To do |
The entries below are to be returned as written, with all pictures dropped.

(Data excerpts)
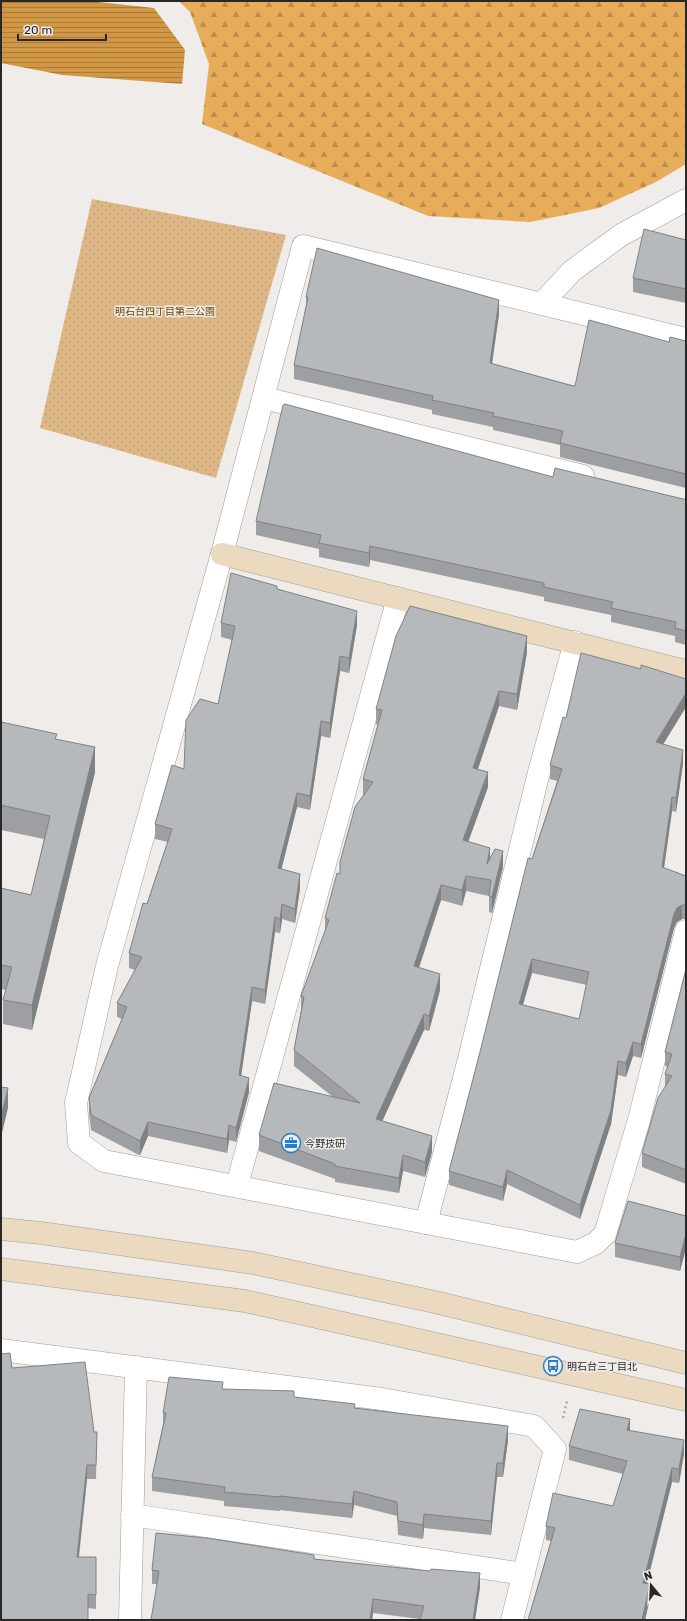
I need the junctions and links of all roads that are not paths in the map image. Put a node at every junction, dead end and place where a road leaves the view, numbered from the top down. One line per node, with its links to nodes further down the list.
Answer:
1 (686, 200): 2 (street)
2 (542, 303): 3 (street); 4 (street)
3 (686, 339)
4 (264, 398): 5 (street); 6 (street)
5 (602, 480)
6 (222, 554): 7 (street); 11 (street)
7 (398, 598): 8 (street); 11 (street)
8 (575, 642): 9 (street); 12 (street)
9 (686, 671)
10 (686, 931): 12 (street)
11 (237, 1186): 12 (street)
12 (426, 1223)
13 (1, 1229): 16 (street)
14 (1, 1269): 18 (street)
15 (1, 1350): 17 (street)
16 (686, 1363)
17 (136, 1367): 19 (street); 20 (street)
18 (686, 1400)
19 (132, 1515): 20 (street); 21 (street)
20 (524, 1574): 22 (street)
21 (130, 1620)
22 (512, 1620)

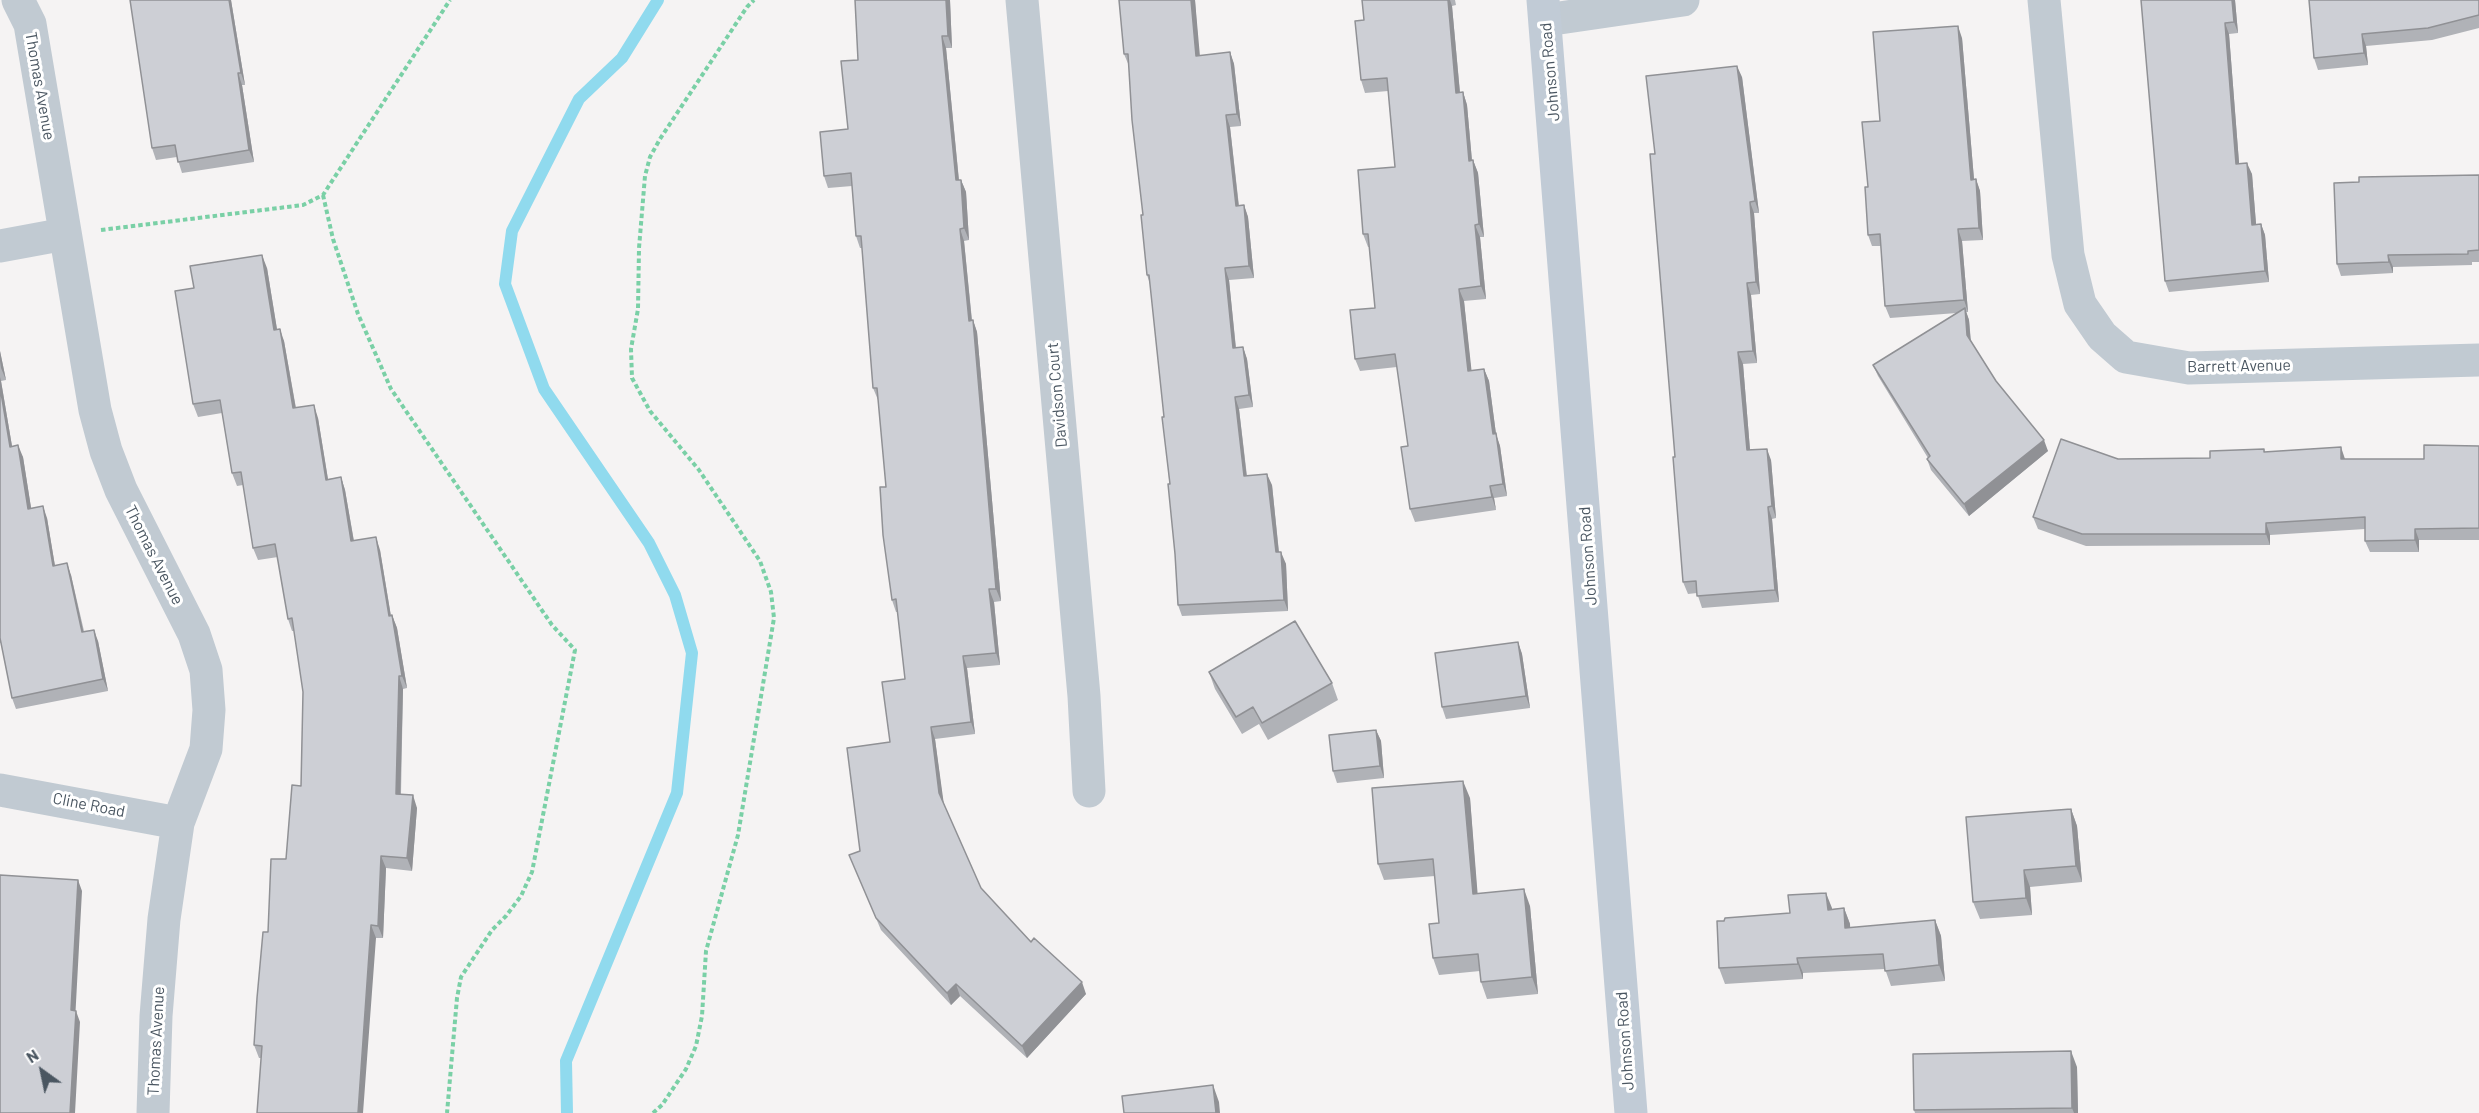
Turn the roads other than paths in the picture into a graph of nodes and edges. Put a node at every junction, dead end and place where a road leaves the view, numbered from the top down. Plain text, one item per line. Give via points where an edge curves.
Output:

Task result |
I need the junctions and links of all roads that are not paths in the map image. Put a node at every junction, dead end and place where a road leaves the view, numbered from the top down. One line per node, with its links to nodes further down the list.
Answer:
1 (686, 200): 2 (street)
2 (542, 303): 3 (street); 4 (street)
3 (686, 339)
4 (264, 398): 5 (street); 6 (street)
5 (602, 480)
6 (222, 554): 7 (street); 11 (street)
7 (398, 598): 8 (street); 11 (street)
8 (575, 642): 9 (street); 12 (street)
9 (686, 671)
10 (686, 931): 12 (street)
11 (237, 1186): 12 (street)
12 (426, 1223)
13 (1, 1229): 16 (street)
14 (1, 1269): 18 (street)
15 (1, 1350): 17 (street)
16 (686, 1363)
17 (136, 1367): 19 (street); 20 (street)
18 (686, 1400)
19 (132, 1515): 20 (street); 21 (street)
20 (524, 1574): 22 (street)
21 (130, 1620)
22 (512, 1620)

Turn the roads other than paths in the picture into a graph of nodes and edges. Put a node at every junction, dead end and place where a road leaves the view, numbered from the top down. Plain text, one item per line. Give via points where an edge curves.
Output:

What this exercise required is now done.